Поскольку основу мотива игры в драме составляет коммуникативное событие игры, нас интересуют те аспекты драмы, которые нарушают традиционную условность и насыщают содержанием канал коммуникации «персонаж - зритель», обычно запертый «чет-
вертой стеной». Повышение интенсивности такого вида коммуникации привлекает реального зрителя к роли зрителя вымышленного и является следствием трансформации традиционного топоса театра. В свою очередь, такое положение зрителя уже не разграничивает принадлежность события игры к эстетическому или повседневному явлению, позволяя выносить в качестве основной идеи метафору жизни, подобной театру. Проанализируем, как это осуществляется на материале пьесы Н. Коляды «Театр».

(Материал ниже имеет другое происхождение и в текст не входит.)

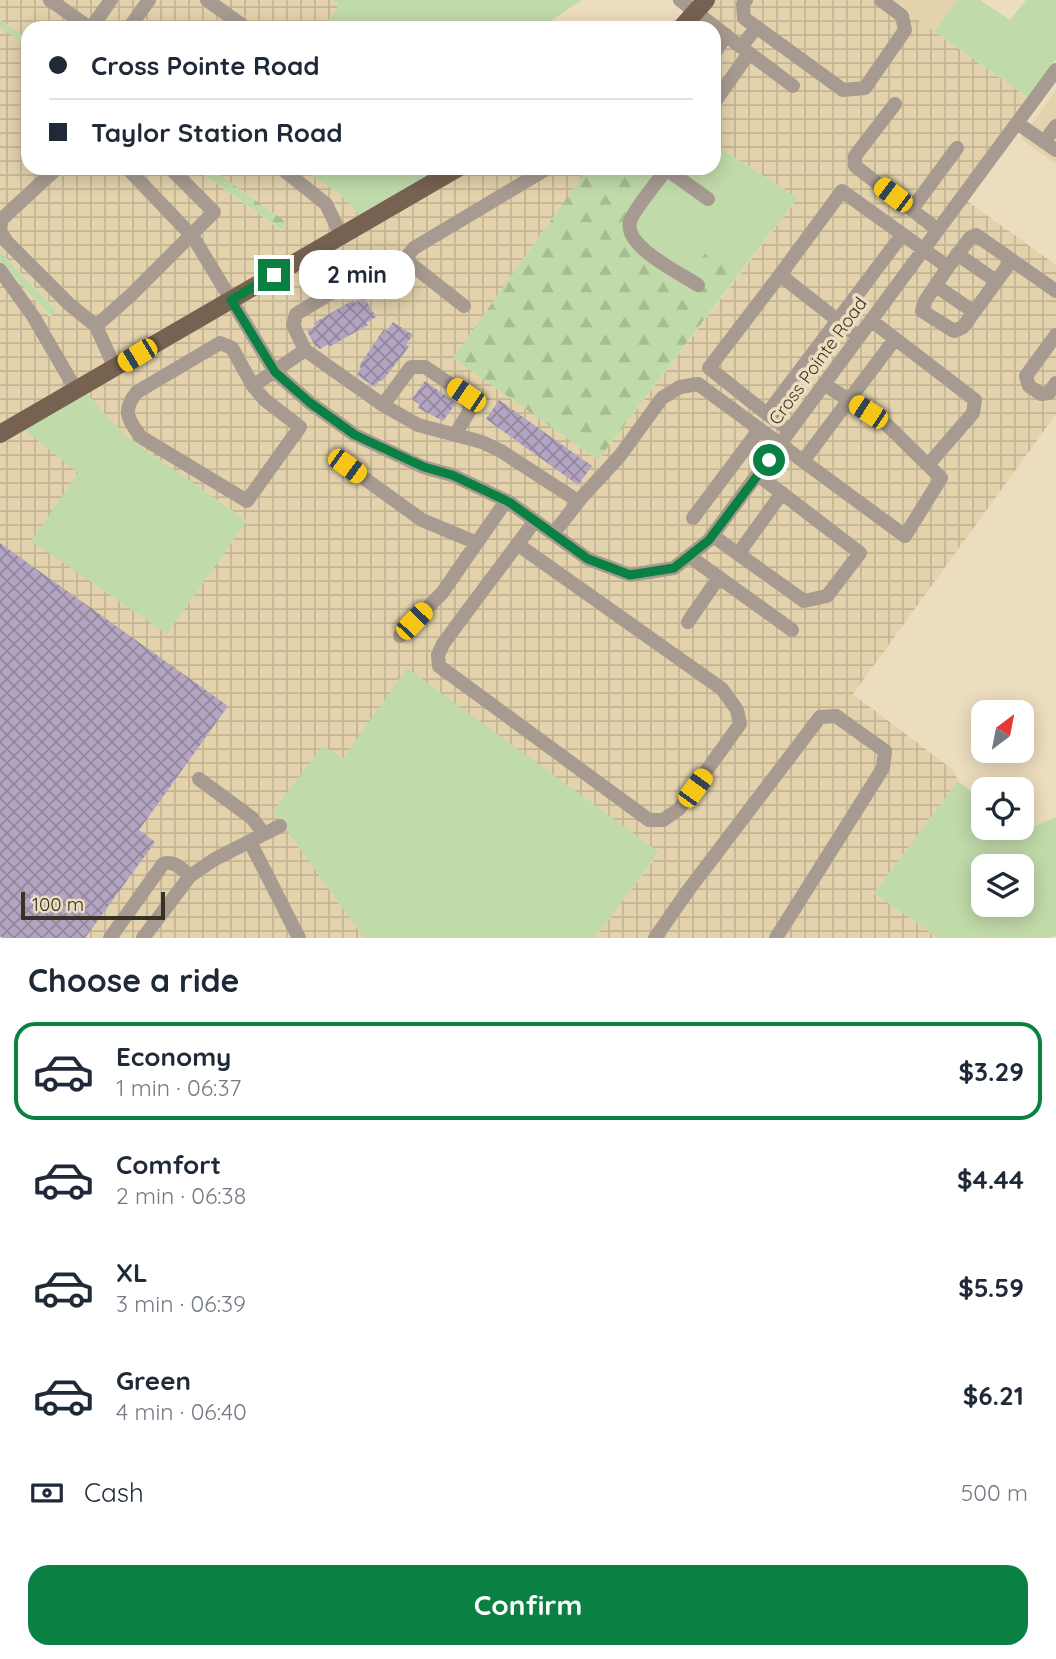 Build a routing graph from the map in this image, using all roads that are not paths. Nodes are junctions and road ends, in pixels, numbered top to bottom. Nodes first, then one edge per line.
1 (50, 0) edge
2 (111, 0) edge
3 (149, 0) edge
4 (206, 0) edge
5 (680, 0) edge
6 (746, 0) edge
7 (881, 0) edge
8 (701, 6) edge
9 (80, 21) edge
10 (95, 21) edge
11 (134, 21) edge
12 (236, 21) edge
13 (687, 21) edge
14 (712, 21) edge
15 (756, 27) junction
16 (721, 32) edge
17 (745, 50) junction
18 (1056, 70) edge
19 (793, 86) dead end
20 (721, 91) edge
21 (895, 104) dead end
22 (1017, 123) junction
23 (1056, 126) edge
24 (1050, 146) edge
25 (957, 148) dead end
26 (49, 175) edge
27 (134, 175) edge
28 (177, 175) edge
29 (290, 175) edge
30 (446, 175) edge
31 (525, 175) edge
32 (663, 175) edge
33 (675, 175) edge
34 (708, 199) dead end
35 (912, 209) junction
36 (0, 229) edge
37 (938, 230) junction
38 (192, 235) junction
39 (902, 235) junction
40 (341, 236) junction
41 (923, 250) junction
42 (957, 254) junction
43 (1012, 260) junction
44 (948, 267) junction
45 (0, 270) edge
46 (780, 275) junction
47 (996, 281) junction
48 (698, 285) dead end
49 (936, 286) junction
50 (338, 289) dead end
51 (1056, 291) edge
52 (231, 300) junction
53 (464, 306) dead end
54 (974, 312) junction
55 (839, 321) junction
56 (872, 321) junction
57 (96, 326) junction
58 (1056, 335) edge
59 (859, 337) junction
60 (895, 339) junction
61 (305, 350) junction
62 (115, 368) junction
63 (275, 372) junction
64 (1056, 383) edge
65 (824, 384) junction
66 (253, 386) junction
67 (76, 390) junction
68 (849, 401) junction
69 (383, 405) junction
70 (767, 414) junction
71 (759, 430) junction
72 (790, 430) junction
73 (0, 434) edge
74 (455, 435) junction
75 (780, 445) junction
76 (803, 461) junction
77 (928, 465) junction
78 (347, 466) dead end
79 (758, 475) junction
80 (782, 493) junction
81 (506, 501) junction
82 (578, 501) junction
83 (693, 518) dead end
84 (535, 521) junction
85 (553, 534) junction
86 (713, 536) junction
87 (477, 543) junction
88 (517, 544) junction
89 (738, 554) junction
90 (689, 556) junction
91 (719, 577) junction
92 (688, 622) dead end
93 (792, 630) dead end
94 (400, 636) dead end
95 (199, 779) dead end
96 (279, 826) dead end
97 (264, 834) junction
98 (250, 842) junction
99 (190, 876) junction
100 (110, 938) edge
101 (142, 938) edge
102 (299, 938) edge
103 (655, 938) edge
104 (776, 938) edge

1 - 9 street
2 - 10 street
3 - 11 street
4 - 12 street
5 - 8 street
6 - 15 street
7 - 15 street
8 - 13 main road
8 - 14 street
15 - 17 street
16 - 17 street
17 - 19 street
17 - 20 street
18 - 22 street, Cross Pointe Road
21 - 35 street
22 - 24 street
22 - 37 street, Cross Pointe Road
23 - 24 street
25 - 35 street
26 - 36 street
27 - 38 street, Cross Pointe Road
28 - 38 street
29 - 40 street
30 - 40 main road
31 - 53 street
32 - 48 street
33 - 34 street
35 - 37 street
36 - 57 street
37 - 41 street, Cross Pointe Road
38 - 52 street, Cross Pointe Road
38 - 57 street
39 - 41 street
39 - 46 street
39 - 55 street
40 - 52 main road
41 - 44 street
41 - 56 street, Cross Pointe Road
42 - 43 street
42 - 44 street
42 - 47 street
43 - 47 street
43 - 51 street
44 - 49 street
45 - 67 street
46 - 55 street
46 - 70 street
47 - 54 street
49 - 54 street
49 - 54 street
50 - 61 street
52 - 62 main road
52 - 63 street, Cross Pointe Road
55 - 59 street
55 - 70 street
56 - 59 street, Cross Pointe Road
56 - 60 street
57 - 62 street
58 - 64 street
59 - 65 street, Cross Pointe Road
60 - 68 street
60 - 77 street
61 - 63 street
61 - 69 street
62 - 67 main road
63 - 66 street
63 - 81 street, Cross Pointe Road
65 - 68 street
65 - 72 street, Cross Pointe Road
66 - 66 street
67 - 73 main road
68 - 76 street
68 - 77 street
69 - 74 street
69 - 74 street
70 - 72 street
71 - 75 street
71 - 82 street
71 - 83 street
72 - 75 street, Cross Pointe Road
74 - 82 street
75 - 76 street
75 - 79 street, Cross Pointe Road
76 - 77 street
78 - 87 street
79 - 80 street
79 - 86 street, Cross Pointe Road
80 - 89 street
80 - 89 street
81 - 84 street, Cross Pointe Road
81 - 87 street
82 - 85 street
84 - 85 street, Cross Pointe Road
84 - 88 street
85 - 90 street, Cross Pointe Road
86 - 89 street
86 - 90 street, Cross Pointe Road
87 - 94 street
88 - 88 street
90 - 91 street
91 - 92 street
91 - 93 street
95 - 97 street
96 - 97 street
97 - 98 street
98 - 99 street
98 - 102 street
99 - 100 street
99 - 101 street
103 - 104 street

Пьеса была завершена в марте 1996 г. и под названием «Театральный роман-с» опубликована в журнале «Драматург», основанном А. Казанцевым и М. Рощи-ным. В 1997 г. она впервые была поставлена1 на сцене екатеринбургского театра «Бенефис» (спектакль назывался «Дурак и дурнушка»). В том же году автор пришел к окончательному решению назвать пьесу «Театр» и опубликовал ее в сборнике «“Персидская сирень” и другие пьесы». Наряду с такими текстами, как «Нюня» (1993), «Персидская сирень» (1995), «Родимое пятно»
(1995), «Бином Ньютона» (1995), «Девушка моей мечты» (1995), «Куриная слепота» (1996), «Затмение»
(1996), «Картина» (1996) и другие, пьеса «Театр» входит в цикл «Хрущевка» и является программной с точки зрения авторской рефлексии на тему «театра в хрущевке» и разыгрывания этой рефлексии, что придает принципиальное значение позиции автора.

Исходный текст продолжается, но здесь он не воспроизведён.